Just wondering what might be the best heater for a decent price. 

For some reason my tank is hovering around 82 degrees lately and my heater is set to the lowest possible setting. My house is kept at 68 degrees so im assuming its a heater malfunction. 

I dont want boiled fishies so I guess I need to go shopping!


----------



## jobber (May 14, 2010)

It could be your light that's keeping the water temperature at that level. Should check at night when the lights are out to see if the temperature is what you want it to be. Just suggesting possibilities before you go out and spend money on a new heater when there's really nothing wrong with the one you have.


----------



## 2wheelsx2 (Apr 21, 2010)

What Jobber said. If you are running power compacts and your tank has a glass top, and the tank is small, it can warm the tank pretty quickly.


----------



## jobber (May 14, 2010)

Glass tops help so much to maintain temperature at the desire level.
What you should be concerned about is the temperature drop during the night.

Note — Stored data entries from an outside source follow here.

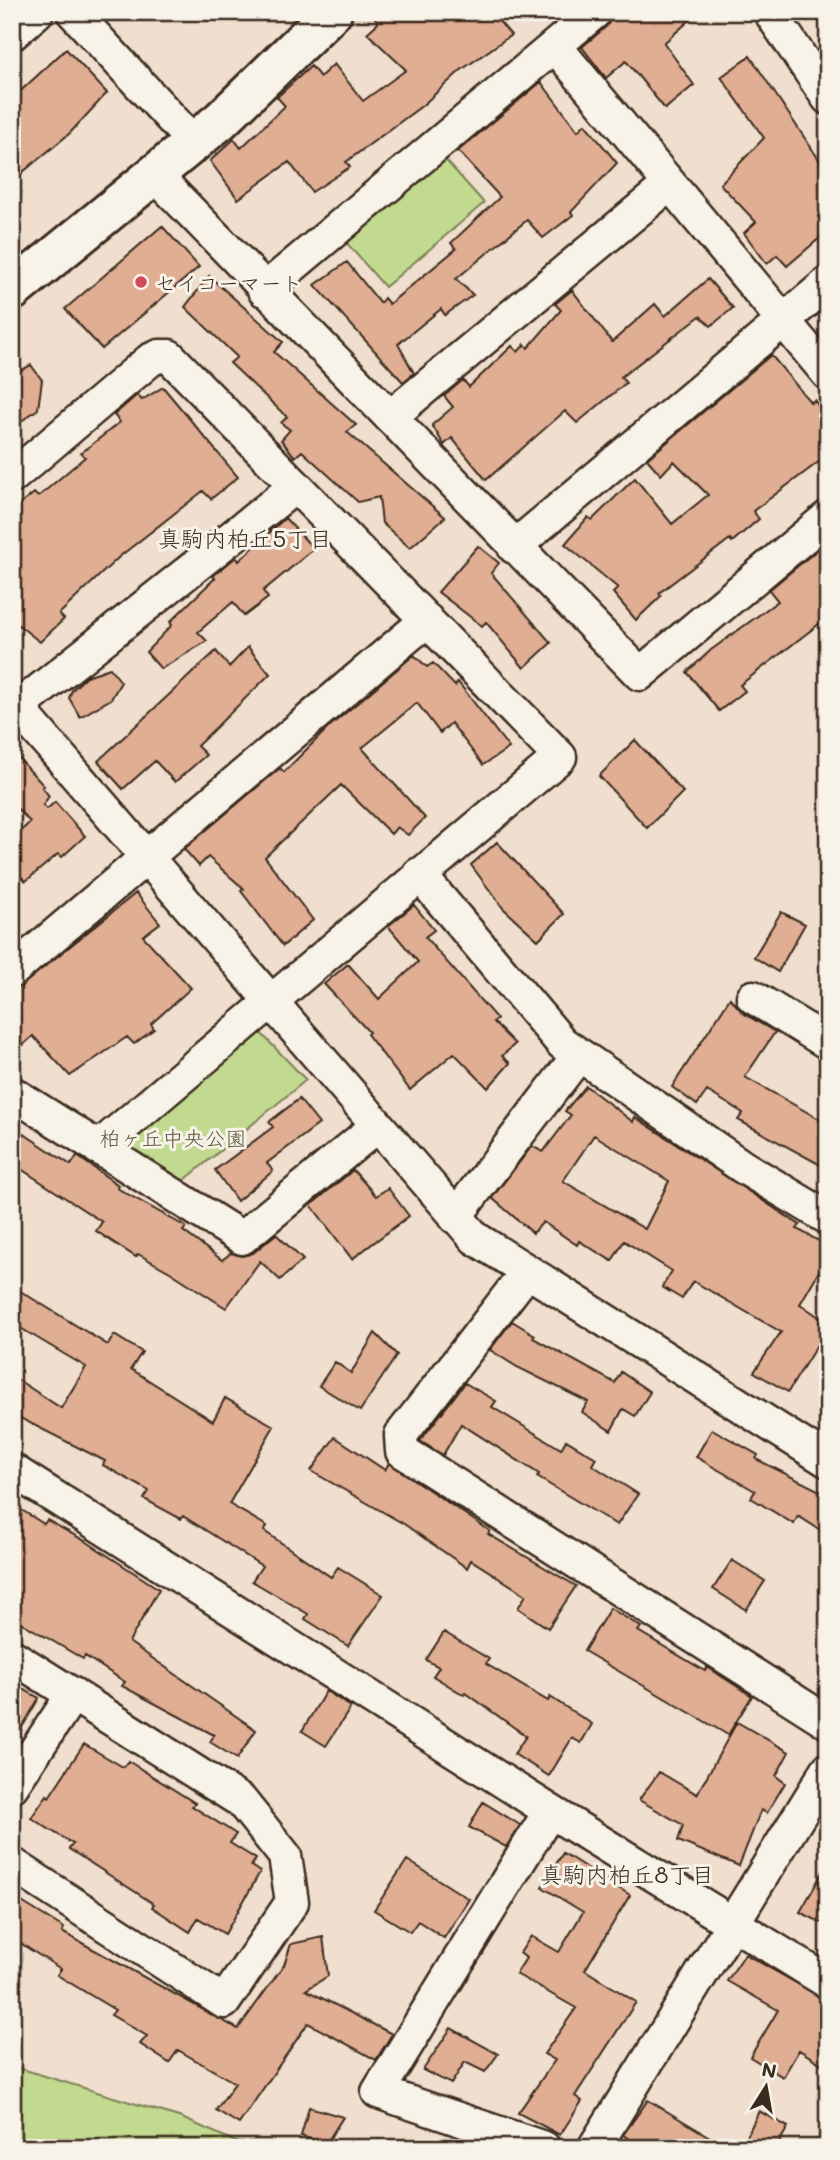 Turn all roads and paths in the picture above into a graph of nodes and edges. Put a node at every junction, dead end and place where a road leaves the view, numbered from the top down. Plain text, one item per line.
1 (37, 12) edge
2 (73, 12) edge
3 (595, 12) edge
4 (770, 12) edge
5 (323, 15) edge
6 (12, 34) edge
7 (555, 46) junction
8 (828, 98) edge
9 (194, 144) junction
10 (155, 175) junction
11 (670, 184) junction
12 (828, 283) edge
13 (264, 290) junction
14 (12, 291) edge
15 (784, 320) junction
16 (828, 374) edge
17 (390, 417) junction
18 (12, 477) edge
19 (296, 486) junction
20 (828, 517) edge
21 (514, 547) junction
22 (427, 620) junction
23 (14, 707) edge
24 (148, 856) junction
25 (419, 874) junction
26 (12, 971) edge
27 (753, 997) dead end
28 (271, 1000) junction
29 (828, 1044) edge
30 (578, 1056) junction
31 (12, 1093) edge
32 (377, 1126) junction
33 (98, 1148) junction
34 (455, 1217) junction
35 (828, 1218) edge
36 (527, 1272) junction
37 (828, 1461) edge
38 (12, 1470) edge
39 (12, 1656) edge
40 (73, 1694) junction
41 (828, 1722) edge
42 (828, 1769) edge
43 (12, 1786) edge
44 (550, 1811) junction
45 (12, 1864) edge
46 (732, 1921) junction
47 (828, 1982) edge
48 (544, 2148) edge
49 (594, 2148) edge

1 - 6 street
2 - 9 street
3 - 7 street
4 - 8 street
5 - 9 street
7 - 11 street
7 - 13 street
9 - 10 street
10 - 13 street
10 - 14 street
11 - 15 street
11 - 17 street
12 - 15 street
13 - 17 street
15 - 16 street
15 - 21 street
17 - 21 street
18 - 19 street
19 - 22 street
19 - 23 street
20 - 21 street
22 - 24 street
22 - 25 street
23 - 24 street
24 - 26 street
24 - 28 street
25 - 28 street
25 - 30 street
27 - 29 street
28 - 32 street
28 - 33 street
30 - 34 street
30 - 35 street
31 - 33 street
32 - 33 street
32 - 34 street
34 - 36 street
36 - 37 street
36 - 41 street
38 - 44 street
39 - 40 street
40 - 43 street
40 - 45 street
42 - 46 street
44 - 46 street
44 - 48 street
46 - 47 street
46 - 49 street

But if you're still persistent to get a new heater, a 200w or 300w ebo jager (eheim) heater is the choice to make


----------



## K0oKiE (Jun 2, 2010)

I never thought about the lights being the problem. Whats on there now is probably reeeally old. I think its the original old plastic top with just a single 48" florescent bulb. 

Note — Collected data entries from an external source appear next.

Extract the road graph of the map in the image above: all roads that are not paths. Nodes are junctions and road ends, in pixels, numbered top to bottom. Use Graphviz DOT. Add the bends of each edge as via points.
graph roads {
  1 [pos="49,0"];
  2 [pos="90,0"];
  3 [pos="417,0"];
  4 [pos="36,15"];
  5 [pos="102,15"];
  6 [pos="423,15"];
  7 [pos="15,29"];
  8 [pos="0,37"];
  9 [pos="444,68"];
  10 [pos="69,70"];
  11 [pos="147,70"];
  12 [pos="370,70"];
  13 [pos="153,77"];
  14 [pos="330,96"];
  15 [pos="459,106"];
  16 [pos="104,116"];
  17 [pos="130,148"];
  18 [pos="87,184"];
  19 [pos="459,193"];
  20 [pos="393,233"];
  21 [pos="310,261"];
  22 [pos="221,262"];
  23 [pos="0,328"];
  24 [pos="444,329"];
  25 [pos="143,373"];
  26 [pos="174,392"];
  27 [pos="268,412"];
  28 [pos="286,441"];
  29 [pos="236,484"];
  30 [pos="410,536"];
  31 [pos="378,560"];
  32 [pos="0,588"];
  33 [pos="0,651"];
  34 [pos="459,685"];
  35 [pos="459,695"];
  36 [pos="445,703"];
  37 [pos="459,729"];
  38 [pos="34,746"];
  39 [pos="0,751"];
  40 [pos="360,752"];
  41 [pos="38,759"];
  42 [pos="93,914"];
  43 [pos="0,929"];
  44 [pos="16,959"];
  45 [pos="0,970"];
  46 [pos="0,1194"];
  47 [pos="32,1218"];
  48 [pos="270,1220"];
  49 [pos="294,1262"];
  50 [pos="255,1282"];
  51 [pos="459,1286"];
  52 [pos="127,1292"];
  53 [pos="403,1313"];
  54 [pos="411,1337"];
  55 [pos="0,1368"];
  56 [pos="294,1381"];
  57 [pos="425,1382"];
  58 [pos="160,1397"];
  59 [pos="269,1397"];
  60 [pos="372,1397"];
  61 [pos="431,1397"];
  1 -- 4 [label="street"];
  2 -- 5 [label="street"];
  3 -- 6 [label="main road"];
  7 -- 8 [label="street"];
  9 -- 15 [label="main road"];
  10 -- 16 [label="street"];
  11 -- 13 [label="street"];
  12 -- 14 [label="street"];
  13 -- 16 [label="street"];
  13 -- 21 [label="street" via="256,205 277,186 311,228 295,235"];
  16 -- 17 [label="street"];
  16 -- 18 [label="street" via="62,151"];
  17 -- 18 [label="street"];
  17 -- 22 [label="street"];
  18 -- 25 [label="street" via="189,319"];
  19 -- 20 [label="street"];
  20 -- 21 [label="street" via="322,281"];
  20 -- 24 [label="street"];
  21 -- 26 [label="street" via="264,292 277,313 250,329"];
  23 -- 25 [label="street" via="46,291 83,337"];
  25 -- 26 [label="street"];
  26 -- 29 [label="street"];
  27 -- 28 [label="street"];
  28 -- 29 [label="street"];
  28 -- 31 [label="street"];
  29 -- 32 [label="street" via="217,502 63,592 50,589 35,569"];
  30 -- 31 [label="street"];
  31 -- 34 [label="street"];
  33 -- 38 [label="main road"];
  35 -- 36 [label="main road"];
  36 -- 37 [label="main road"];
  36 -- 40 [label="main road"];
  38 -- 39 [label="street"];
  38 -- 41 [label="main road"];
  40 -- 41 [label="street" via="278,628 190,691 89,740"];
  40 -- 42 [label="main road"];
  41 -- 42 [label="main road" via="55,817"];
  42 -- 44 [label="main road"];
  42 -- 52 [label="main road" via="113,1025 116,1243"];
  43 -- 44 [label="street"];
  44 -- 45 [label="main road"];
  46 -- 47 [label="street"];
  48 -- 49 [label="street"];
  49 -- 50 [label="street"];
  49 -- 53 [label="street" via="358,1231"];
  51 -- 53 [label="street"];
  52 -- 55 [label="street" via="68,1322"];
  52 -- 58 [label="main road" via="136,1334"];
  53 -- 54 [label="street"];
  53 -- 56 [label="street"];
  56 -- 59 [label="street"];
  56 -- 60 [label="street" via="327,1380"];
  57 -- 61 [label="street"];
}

The heater in there now is a 250w ebo jager. 

I will check the temp tonight after the light has been out and see what it says!


----------



## big_bubba_B (Apr 25, 2010)

ebo jagger have the biggest problems out there . they use to be good but now u read alot of places they will put in there ads that ebos have the biggest malfunction rate out of any heater on the market , there are a few good ones out there , the rena is a good heater the fluval smart heater is good . tells u the temp on the heater and i also have a thermometer on the glass and matches up to what the heater says . both of what i said have low and high temputure warnings on them


----------



## jobber (May 14, 2010)

I wouldn't see the light as a problem. You can just lower the dial on the heater. Depending on your fish. 26 or 25 would be suffice, but just monitor the temperature about an hour or two after lights out. You may notice a temperature drop and the heater turning on. Just eliminate other contributing factors first


----------



## K0oKiE (Jun 2, 2010)

I have the heater set to the absolute lowest possible. I turned it off for a bit today to let the water get back to around 78 then plugged it in again set to 70ish and it shot right back up to 82ish. 

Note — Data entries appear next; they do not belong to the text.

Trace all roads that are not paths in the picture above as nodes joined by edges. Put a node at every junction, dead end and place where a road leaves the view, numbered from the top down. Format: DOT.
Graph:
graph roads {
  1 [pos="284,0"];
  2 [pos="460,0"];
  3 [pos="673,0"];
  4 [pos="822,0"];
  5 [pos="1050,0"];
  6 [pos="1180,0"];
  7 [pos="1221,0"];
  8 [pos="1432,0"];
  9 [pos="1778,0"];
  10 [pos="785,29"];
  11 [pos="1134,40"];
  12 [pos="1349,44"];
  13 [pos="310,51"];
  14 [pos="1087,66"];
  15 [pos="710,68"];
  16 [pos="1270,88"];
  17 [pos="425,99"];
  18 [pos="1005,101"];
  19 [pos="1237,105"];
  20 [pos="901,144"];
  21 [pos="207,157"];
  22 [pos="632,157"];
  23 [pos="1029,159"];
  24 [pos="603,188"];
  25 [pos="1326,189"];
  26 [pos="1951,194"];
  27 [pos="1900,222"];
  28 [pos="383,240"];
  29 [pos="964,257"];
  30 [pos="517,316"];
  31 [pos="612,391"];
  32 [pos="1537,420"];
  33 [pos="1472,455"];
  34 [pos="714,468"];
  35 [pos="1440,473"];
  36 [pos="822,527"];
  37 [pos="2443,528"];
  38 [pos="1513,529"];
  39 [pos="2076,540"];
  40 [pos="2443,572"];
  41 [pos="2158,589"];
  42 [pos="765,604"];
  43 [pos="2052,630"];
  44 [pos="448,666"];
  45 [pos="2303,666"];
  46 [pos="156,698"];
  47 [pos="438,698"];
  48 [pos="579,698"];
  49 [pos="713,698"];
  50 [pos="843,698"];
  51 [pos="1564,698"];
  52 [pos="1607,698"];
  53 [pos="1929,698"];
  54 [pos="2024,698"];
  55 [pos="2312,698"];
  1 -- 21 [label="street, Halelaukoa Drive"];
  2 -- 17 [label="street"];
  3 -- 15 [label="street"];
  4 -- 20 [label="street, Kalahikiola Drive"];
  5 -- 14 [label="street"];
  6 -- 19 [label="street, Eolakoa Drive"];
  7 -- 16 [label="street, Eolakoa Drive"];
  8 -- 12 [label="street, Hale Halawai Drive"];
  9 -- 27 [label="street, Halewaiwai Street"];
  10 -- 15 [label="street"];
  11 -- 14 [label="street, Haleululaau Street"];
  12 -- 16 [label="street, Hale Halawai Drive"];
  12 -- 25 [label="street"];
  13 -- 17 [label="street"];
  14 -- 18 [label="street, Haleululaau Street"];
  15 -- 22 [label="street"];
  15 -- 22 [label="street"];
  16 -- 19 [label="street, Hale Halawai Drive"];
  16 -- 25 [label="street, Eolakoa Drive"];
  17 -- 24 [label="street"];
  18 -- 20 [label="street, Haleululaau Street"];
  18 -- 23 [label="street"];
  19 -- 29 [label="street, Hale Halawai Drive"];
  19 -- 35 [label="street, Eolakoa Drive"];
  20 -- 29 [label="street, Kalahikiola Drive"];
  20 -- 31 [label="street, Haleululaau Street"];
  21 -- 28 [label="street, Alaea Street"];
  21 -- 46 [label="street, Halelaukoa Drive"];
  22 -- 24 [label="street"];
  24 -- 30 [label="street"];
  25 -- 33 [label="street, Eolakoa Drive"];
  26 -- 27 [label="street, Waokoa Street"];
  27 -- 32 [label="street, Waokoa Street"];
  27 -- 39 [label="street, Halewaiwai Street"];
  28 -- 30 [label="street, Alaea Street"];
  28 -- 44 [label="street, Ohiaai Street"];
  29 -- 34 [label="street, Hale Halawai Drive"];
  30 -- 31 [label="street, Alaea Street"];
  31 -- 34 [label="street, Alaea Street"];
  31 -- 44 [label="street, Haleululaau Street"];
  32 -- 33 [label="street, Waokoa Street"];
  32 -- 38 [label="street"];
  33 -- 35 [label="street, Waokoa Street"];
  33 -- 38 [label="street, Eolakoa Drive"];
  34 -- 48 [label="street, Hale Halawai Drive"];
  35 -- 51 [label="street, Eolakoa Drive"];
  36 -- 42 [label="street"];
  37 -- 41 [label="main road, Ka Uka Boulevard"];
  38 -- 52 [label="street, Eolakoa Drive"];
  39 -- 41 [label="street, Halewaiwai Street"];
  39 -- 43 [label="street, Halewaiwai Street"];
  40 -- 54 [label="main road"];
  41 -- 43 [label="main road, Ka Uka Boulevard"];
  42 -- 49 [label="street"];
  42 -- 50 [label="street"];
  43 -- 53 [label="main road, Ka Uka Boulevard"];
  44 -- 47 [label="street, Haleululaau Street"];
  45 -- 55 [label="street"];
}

Boo! I guess Im buying a heater tomorrow.


----------



## beN (Apr 21, 2010)

if you are going to buy a heater.

shop @ j&L cheapest anywhere..


----------



## turtlez (Jun 15, 2010)

I have an extra 250watt ebo jager. I can sell it for $20 if you want it. Works perfectly.


----------



## Maxxxboost (Jun 29, 2010)

Bump.
What did you end up buying?

I am in the market for a heater as well and i don't know what to buy.

The heaters at JL are very limited.

They have:

Hydor inline heaters 200/300
Marineland Visa-therm heaters
Marineland Pro (only the non-recalled ones)
Ehiem heaters


----------